W. had read Lang's article. "Read it all through. It did not impress me as being profound—even competent: it's rather good natured, though it seems to say all the way through—we are nebulous, still, and only nebulous: only preparing—not yet started: that seems to be the prevailing spirit: no doubt it's in some measure exact: but Lang fishes with a short line: it's the best he has but it'll never do any formidable execution."
W. quickly said as if it had just come to him: "I want you to do something when you are in town: something for me." What? "This: some day, when you are in the neighborhood of the Academy, go in and take a look at Herbert's picture." I interrupted him. "I intended doing so—intended going Sunday." His face lighted up. "Well—Sunday: that's better still: if I could move around, could go at all, I should go Sunday: Sunday is the democratic day." I suggested: "And to see the people as much as the pictures." "Yes—that too: you are right there: to see the people, who beat all the pictures ever painted—indeed, who paint all the pictures. But go anyhow: and take the girls with you: tell Aggie: tell Anne: tell any of them: I place a very high value upon the impressions of women: they are cute, instant, unequivocal: even when they seem to go wrong (seem so to us—to men) they are lightning-like—crowd you with opulent emotional verities." Finally he said: "Now don't forget: I caution you: go yourself—but have the girls go, too: if not with you, then sometime anyway, so we may get the benefit of their report."
Something brought up the Eakins portrait. I yesterday saw another fine Eakins canvas—the portrait of a bank president. W. said: "I never get over wondering that no one except two or three of us seem to like or even tolerate the Eakins picture of me. For myself I always say I am not only contented but gratified." As to Eakins' work in general: "I should suppose it to be high-tide product: his best canvas, his crowning canvas, so far seems to have been the Gross picture in Jefferson College." Had he seen the original? He has a reproduction of it downstairs given him by Eakins. "No: I have not seen it—have never been there: but I realize its manifold adequacies—its severe face: the counterfeit, much as it necessarily must have lost, is convincing." He quizzed me. Wanted to know about other pictures. "You make a good interpreter," he said: "I know by your nouns and adjectives that you've got your finger on the nerve."

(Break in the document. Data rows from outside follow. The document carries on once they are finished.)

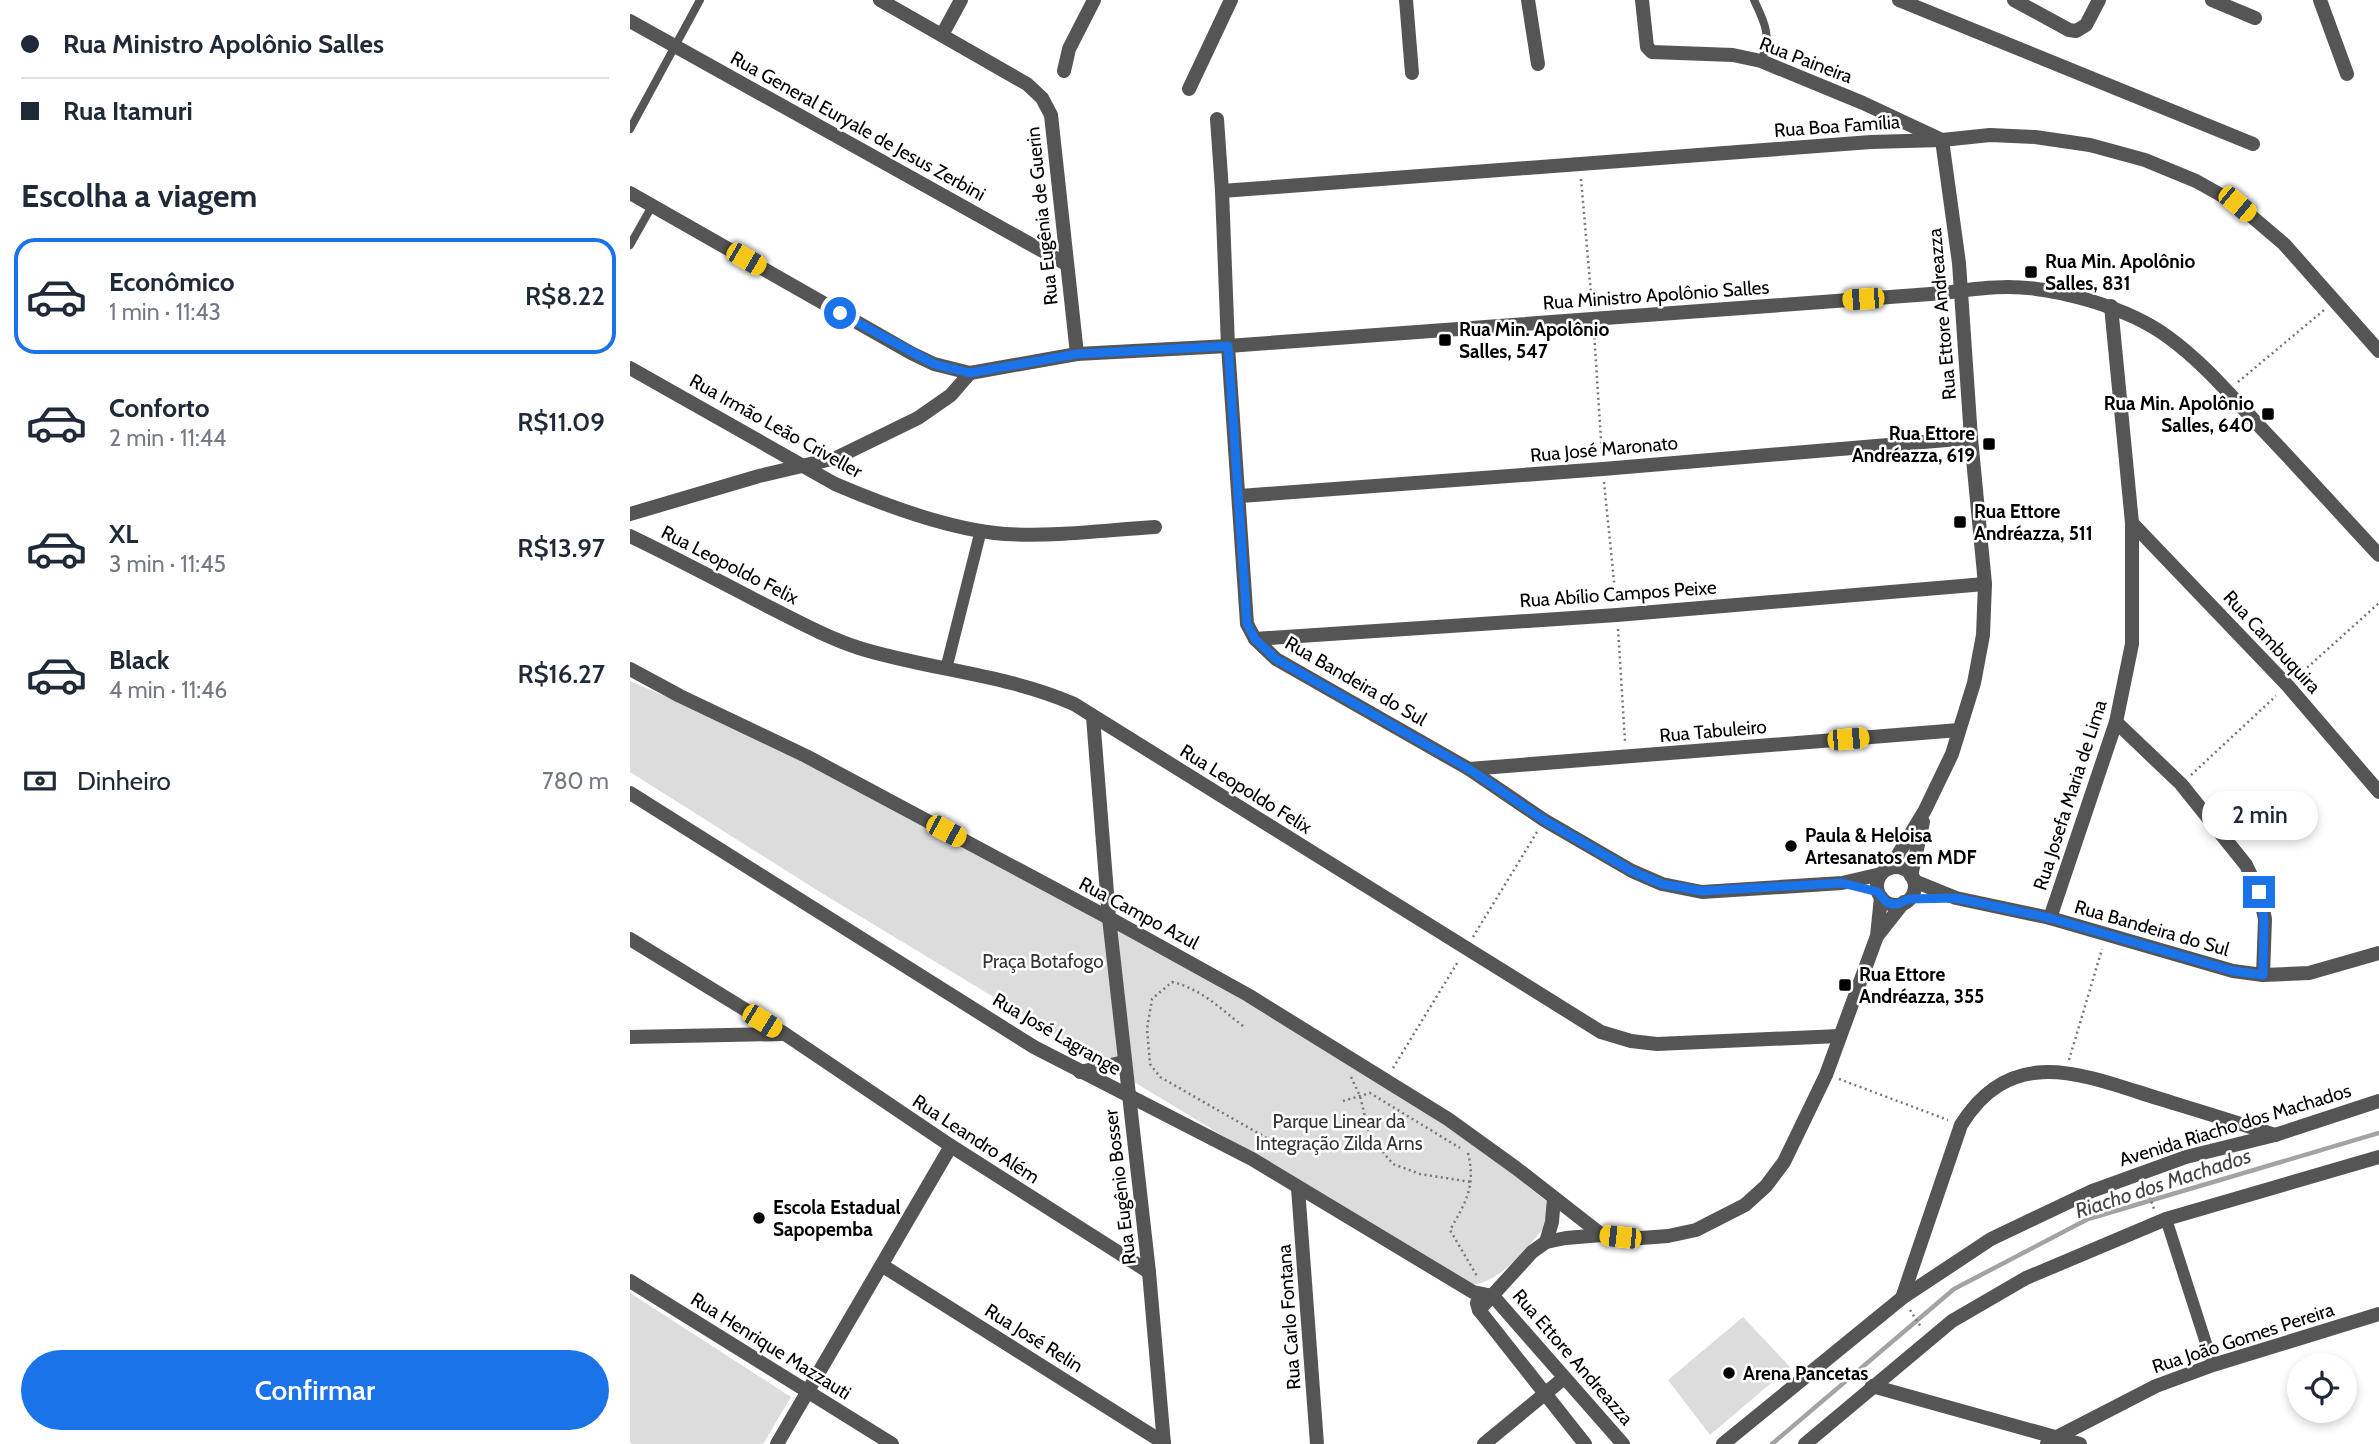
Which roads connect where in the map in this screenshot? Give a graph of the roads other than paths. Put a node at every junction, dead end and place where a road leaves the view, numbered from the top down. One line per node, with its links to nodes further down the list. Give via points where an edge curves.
1 (700, 0): 18 (lane)
2 (880, 0): 17 (street, Rua Eugênia de Guerin)
3 (961, 0): 17 (street)
4 (1094, 0): 21 (street, via 1069,49)
5 (1231, 0): 24 (street)
6 (1406, 0): 22 (street)
7 (1528, 0): 20 (street)
8 (1642, 0): 19 (street, Rua Paineira, via 1648,50)
9 (1754, 0): 19 (lane, via 1768,38)
10 (1899, 0): 28 (street)
11 (2014, 0): 12 (street, via 2076,31 2086,25)
12 (2099, 0)
13 (2213, 0): 15 (street)
14 (2320, 0): 23 (street)
15 (2255, 18)
16 (630, 21): 18 (street, Rua General Euryale de Jesus Zerbini)
17 (942, 35): 33 (street, Rua Eugênia de Guerin, via 1027,84 1042,98 1051,115)
18 (675, 46): 26 (lane); 33 (street, Rua General Euryale de Jesus Zerbini)
19 (1761, 61): 27 (street, Rua Paineira)
20 (1538, 64)
21 (1064, 71)
22 (1412, 74)
23 (2347, 74)
24 (1189, 89)
25 (1217, 118): 29 (street, Rua Bandeira do Sul)
26 (630, 129)
27 (1942, 140): 29 (street, Rua Boa Família); 34 (street, Rua Ettore Andreazza); 37 (street, Rua Boa Família, via 1990,135 2090,145 2196,181 2237,204 2284,244)
28 (2253, 144)
29 (1222, 191): 36 (street, Rua Bandeira do Sul)
30 (630, 193): 31 (street, Rua Ministro Apolônio Salles)
31 (652, 206): 32 (lane); 40 (street, Rua Ministro Apolônio Salles, via 911,353)
32 (630, 245)
33 (1066, 264): 38 (street, Rua Eugênia de Guerin)
34 (1961, 291): 35 (street, Rua Ministro Apolônio Salles, via 2011,287); 36 (street, Rua Ministro Apolônio Salles); 41 (street, Rua Ettore Andreazza)
35 (2111, 306): 45 (street, Rua Josefa Maria de Lima); 49 (street, Rua Ministro Apolônio Salles, via 2145,322 2195,359)
36 (1228, 346): 38 (street, Rua Ministro Apolônio Salles); 43 (street, Rua Bandeira do Sul)
37 (2379, 351)
38 (1077, 354): 40 (street, Rua Ministro Apolônio Salles)
39 (630, 368): 42 (street, Rua Irmão Leão Criveller)
40 (970, 373): 42 (street, via 951,396 918,418 836,458)
41 (1971, 438): 43 (street, Rua José Maronato); 50 (street, Rua Ettore Andreazza)
42 (807, 466): 44 (street); 47 (street, Rua Irmão Leão Criveller, via 868,498)
43 (1240, 496): 51 (street, Rua Bandeira do Sul, via 1247,624)
44 (630, 514)
45 (2132, 523): 55 (street, Rua Josefa Maria de Lima, via 2132,644); 58 (street, Rua Cambuquira, via 2288,686)
46 (1155, 527): 47 (street, Rua Irmão Leão Criveller, via 1030,534)
47 (981, 530): 52 (street)
48 (630, 536): 52 (street, Rua Leopoldo Felix, via 819,633 858,648)
49 (2379, 555)
50 (1985, 584): 51 (street, Rua Abílio Campos Peixe); 56 (street, Rua Ettore Andreazza, via 1983,635)
51 (1255, 639): 57 (street, Rua Bandeira do Sul, via 1276,659)
52 (946, 668): 54 (street, Rua Leopoldo Felix, via 1042,691)
53 (630, 669): 67 (street, Rua Campo Azul, via 806,756)
54 (1093, 717): 67 (street, Rua Eugênio Bosser); 74 (street, Rua Leopoldo Felix, via 1601,1032 1657,1044)
55 (2116, 722): 68 (street, Rua Josefa Maria de Lima); 72 (street, via 2180,784 2246,865 2259,892 2264,919)
56 (1959, 730): 57 (street, Rua Tabuleiro); 60 (street, Rua Ettore Andreazza)
57 (1469, 769): 63 (street, Rua Bandeira do Sul, via 1544,820 1662,884 1702,891)
58 (2379, 792)
59 (630, 793): 77 (street, Rua José Lagrange)
60 (1925, 810): 61 (street, Rua Ettore Andreazza); 62 (street, Rua Ettore Andreazza)
61 (1886, 871): 62 (street, via 1902,868); 63 (street, Rua Bandeira do Sul); 64 (street, via 1878,880)
62 (1913, 878): 65 (street, Rua Bandeira do Sul); 66 (street, via 1913,894)
63 (1842, 883): 64 (street, Rua Bandeira do Sul)
64 (1880, 895): 66 (street, via 1892,904); 69 (street)
65 (1956, 898): 66 (street, Rua Bandeira do Sul); 68 (street, Rua Bandeira do Sul)
66 (1906, 900): 69 (street)
67 (1110, 918): 76 (street, Rua Eugênio Bosser); 84 (street, Rua Campo Azul, via 1386,1079)
68 (2050, 918): 72 (street, Rua Bandeira do Sul, via 2233,971)
69 (1877, 936): 74 (street)
70 (630, 939): 73 (street, Rua Leandro Além)
71 (2379, 953): 72 (street, Rua Bandeira do Sul, via 2309,972)
72 (2263, 975)
73 (785, 1034): 75 (street); 81 (street, Rua Leandro Além)
74 (1839, 1036): 86 (street, via 1784,1162 1745,1205 1696,1230 1641,1238)
75 (630, 1037)
76 (1124, 1062): 77 (street); 78 (street, Rua Eugênio Bosser)
77 (1080, 1072): 78 (street, Rua José Lagrange)
78 (1129, 1096): 83 (street, Rua José Lagrange); 89 (street, Rua Eugênio Bosser)
79 (2379, 1101): 80 (street, Avenida Riacho dos Machados)
80 (2275, 1135): 93 (street, Avenida Riacho dos Machados, via 2186,1157 2092,1191 1991,1239); 93 (street, via 2066,1072 2010,1078 1972,1107 1961,1125)
81 (951, 1146): 88 (street); 89 (street, Rua Leandro Além)
82 (2379, 1157): 85 (street)
83 (1298, 1188): 91 (street, Rua José Lagrange); 105 (street, Rua Carlo Fontana)
84 (1554, 1198): 86 (street, Rua Campo Azul); 87 (street)
85 (2160, 1216): 96 (street); 98 (street, via 2026,1278 1952,1321)
86 (1602, 1236): 87 (street)
87 (1546, 1242): 92 (street, Rua Ettore Andreazza)
88 (883, 1266): 99 (street); 104 (street, Rua José Relin)
89 (1149, 1272): 104 (street, Rua Eugênio Bosser)
90 (630, 1280): 99 (street, Rua Henrique Mazzauti)
91 (1474, 1292): 92 (street, Rua Ettore Andreazza); 94 (street)
92 (1493, 1296): 94 (street, Rua Ettore Andreazza); 97 (street, Rua Ettore Andreazza)
93 (1904, 1301): 109 (street, Avenida Riacho dos Machados)
94 (1479, 1310): 100 (street)
95 (2379, 1314): 96 (street, Rua João Gomes Pereira)
96 (2213, 1365): 101 (street, Rua João Gomes Pereira, via 2156,1386)
97 (1564, 1378): 100 (street); 108 (street, Rua Ettore Andreazza)
98 (1872, 1386): 101 (street); 110 (street)
99 (807, 1393): 102 (street); 103 (street, Rua Henrique Mazzauti)
100 (1545, 1394): 106 (street); 107 (street)
101 (2051, 1441): 111 (street)
102 (777, 1444)
103 (892, 1444)
104 (1164, 1444)
105 (1317, 1444)
106 (1484, 1444)
107 (1585, 1444)
108 (1623, 1444)
109 (1723, 1444)
110 (1805, 1444)
111 (2080, 1444)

I quoted a newspaper which said: "Leaves of Grass is dead already." W. ejaculated: "He may be right—who knows?" I put in: "Stop where you are: I know." He asked: "How in hell could you know?" I put my hand over my heart. "From in here." He wanted to know: "Have you a safe guide in there?" I replied: "I wish I was as sure of my future as I am of the future of Leaves of Grass." W. looked surprised. "I thought you always felt sure of your future." I explained: "I don't mean my future beyond this life but my future here." W.'s face lighted up. "Oh! you mean what is called worldly success? getting along? Yes, I see!" Then he added quietly: "Well, the only thing I can say as to that is, that it does not do any good to worry in either case. It is the glory of Emersonism—the Emersonian spirit—that it seems to say, 'Let come what will, what comes is right: accept today, tomorrow, just as they come, with just what they bring: all is as it should be: courage, peace!'" I interjected: "And certainly Leaves of Grass more than reinforces that same glorious trumpet call"—he crying back to me: "I hope it does! I hope it does!"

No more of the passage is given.